> ABOUT THIS EXERCISE
Repeat each record exactly, skipping the pictures.

> Stored data entries
__________________________________________________

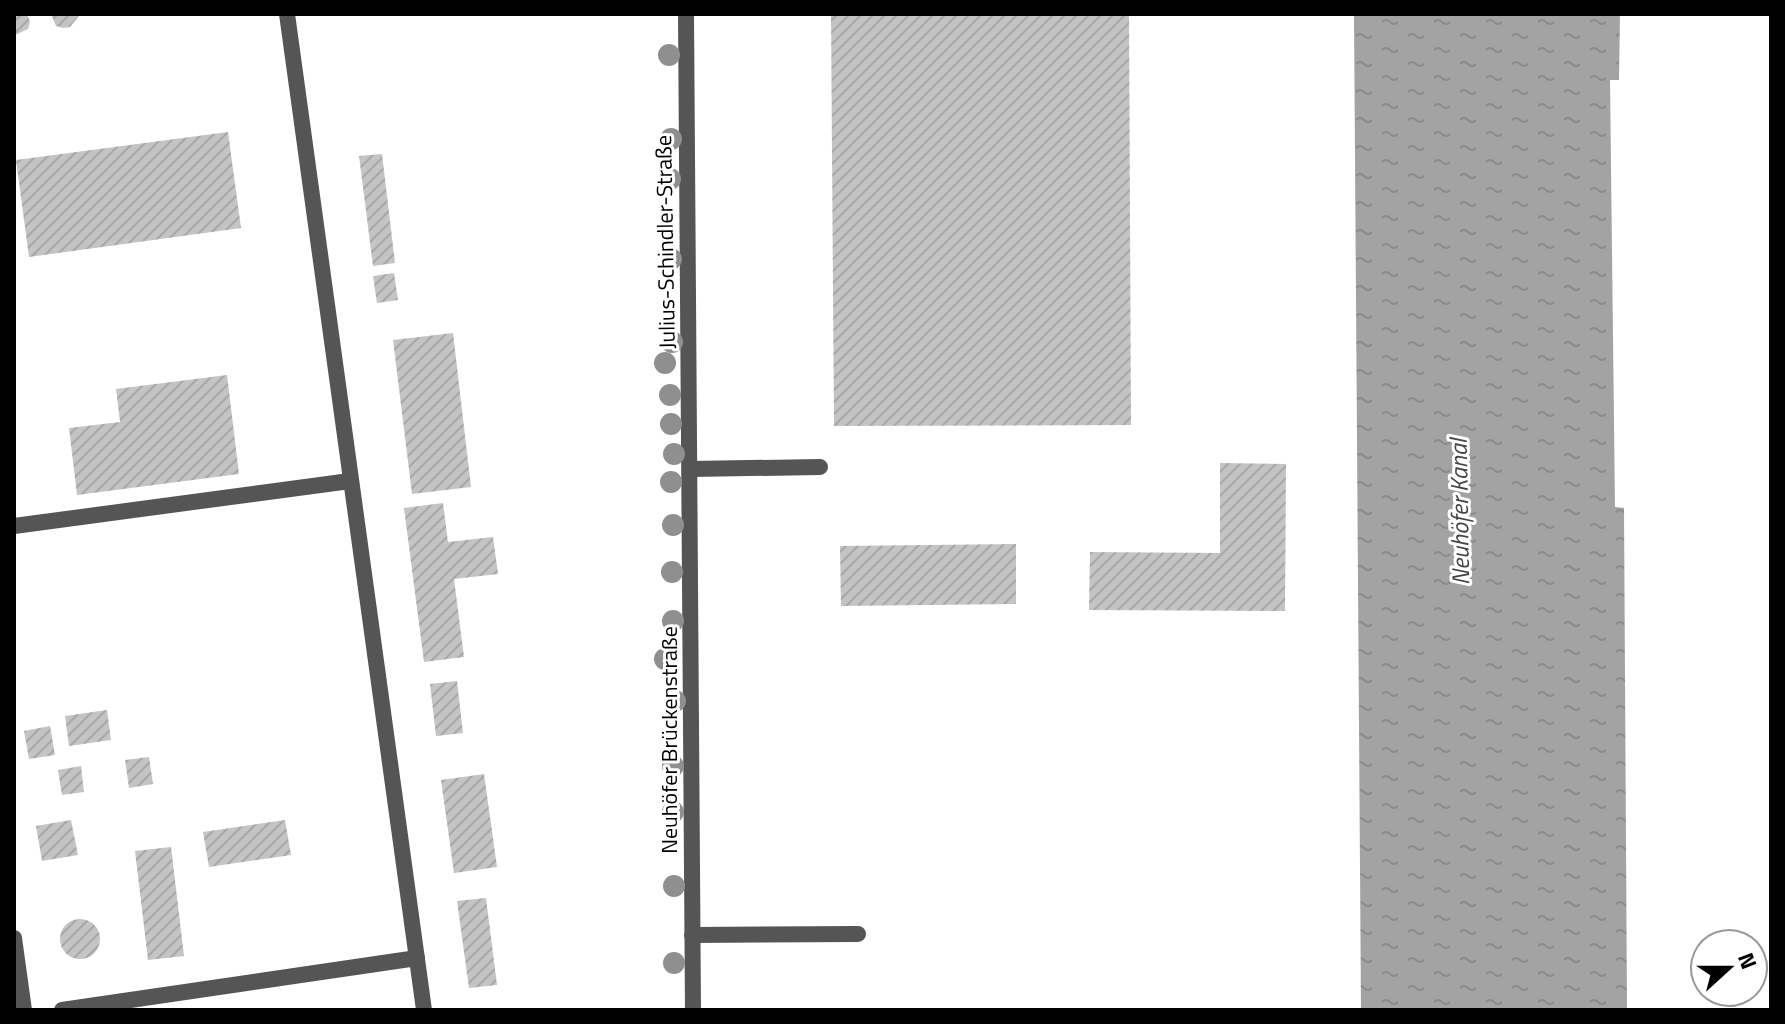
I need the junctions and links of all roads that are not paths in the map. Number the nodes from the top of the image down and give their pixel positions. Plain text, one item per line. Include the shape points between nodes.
1 (287, 14) edge
2 (686, 14) edge
3 (820, 467) dead end
4 (690, 469) junction
5 (350, 481) junction
6 (14, 526) edge
7 (858, 934) dead end
8 (692, 935) junction
9 (14, 938) edge
10 (417, 958) junction
11 (24, 1010) edge
12 (62, 1010) edge
13 (424, 1010) edge
14 (693, 1010) edge

1 - 5 street
2 - 4 street, Julius-Schindler-Straße
3 - 4 street
4 - 8 street, Neuhöfer Brückenstraße
5 - 6 street
5 - 10 street
7 - 8 street
8 - 14 street, Neuhöfer Brückenstraße
9 - 11 street
10 - 12 street
10 - 13 street

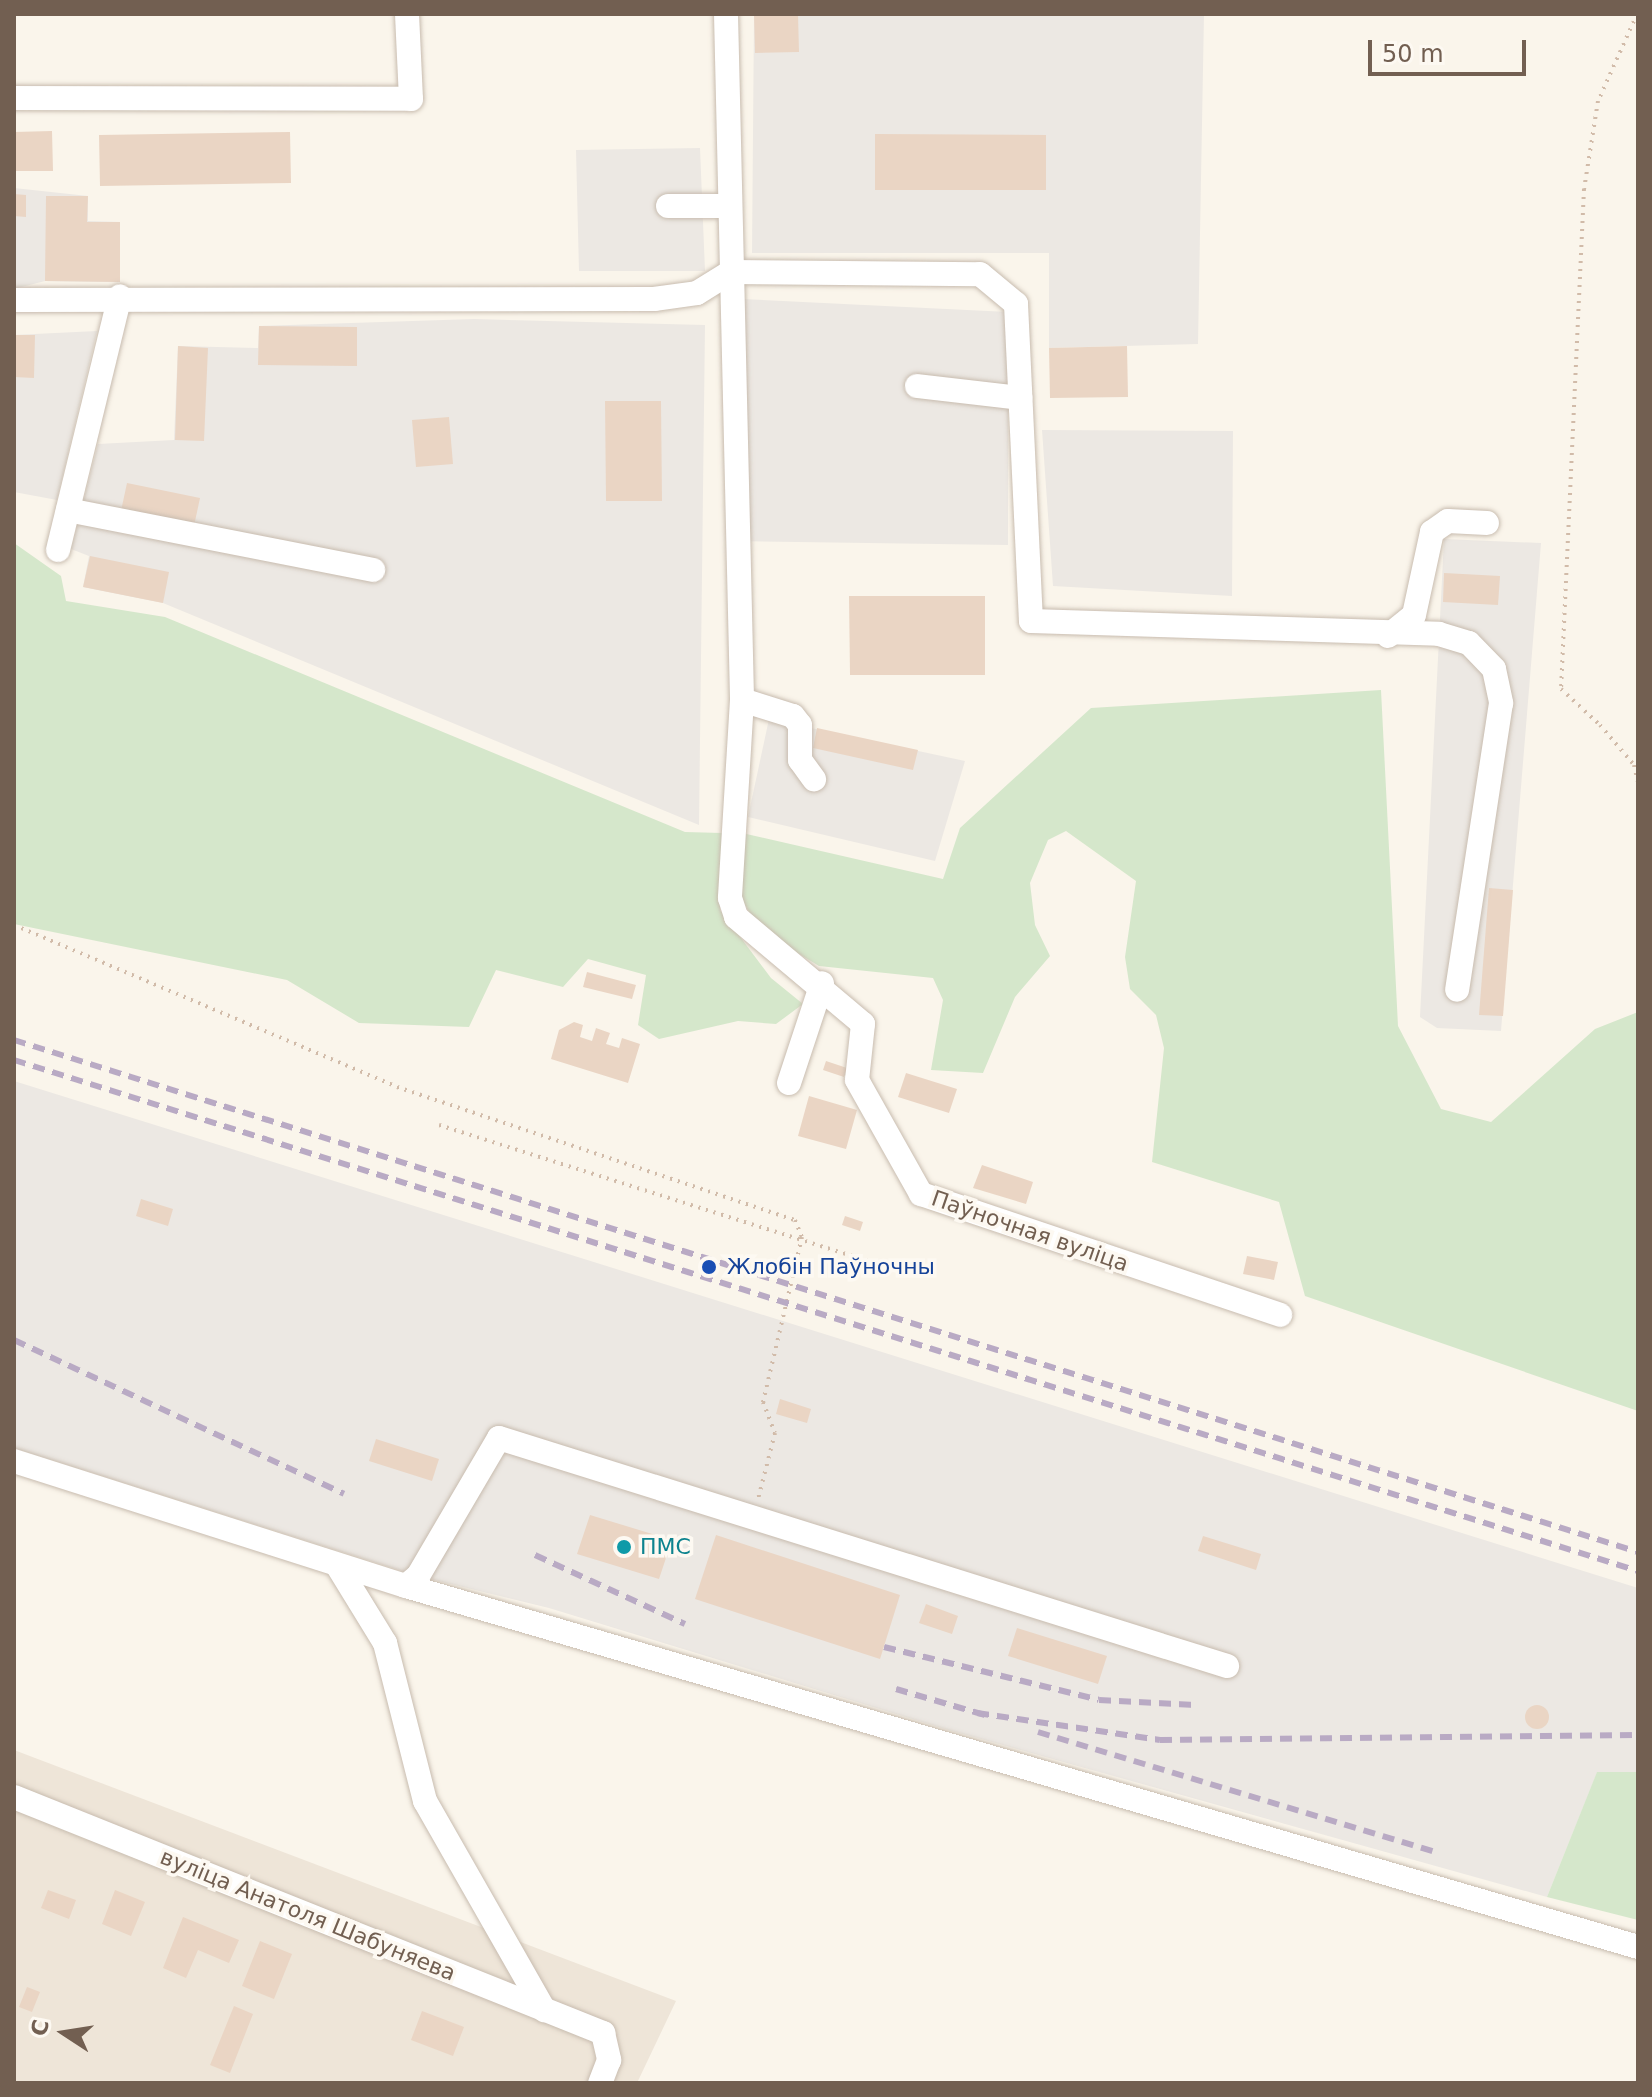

__________________________________________________

> SOLUTION TO THIS TASK
I need the junctions and links of all roads that are not paths in the map. Number the nodes from the top of the image down and give their pixel positions. Plain text, one item per line. Include the shape points between nodes.
1 (287, 14) edge
2 (686, 14) edge
3 (820, 467) dead end
4 (690, 469) junction
5 (350, 481) junction
6 (14, 526) edge
7 (858, 934) dead end
8 (692, 935) junction
9 (14, 938) edge
10 (417, 958) junction
11 (24, 1010) edge
12 (62, 1010) edge
13 (424, 1010) edge
14 (693, 1010) edge

1 - 5 street
2 - 4 street, Julius-Schindler-Straße
3 - 4 street
4 - 8 street, Neuhöfer Brückenstraße
5 - 6 street
5 - 10 street
7 - 8 street
8 - 14 street, Neuhöfer Brückenstraße
9 - 11 street
10 - 12 street
10 - 13 street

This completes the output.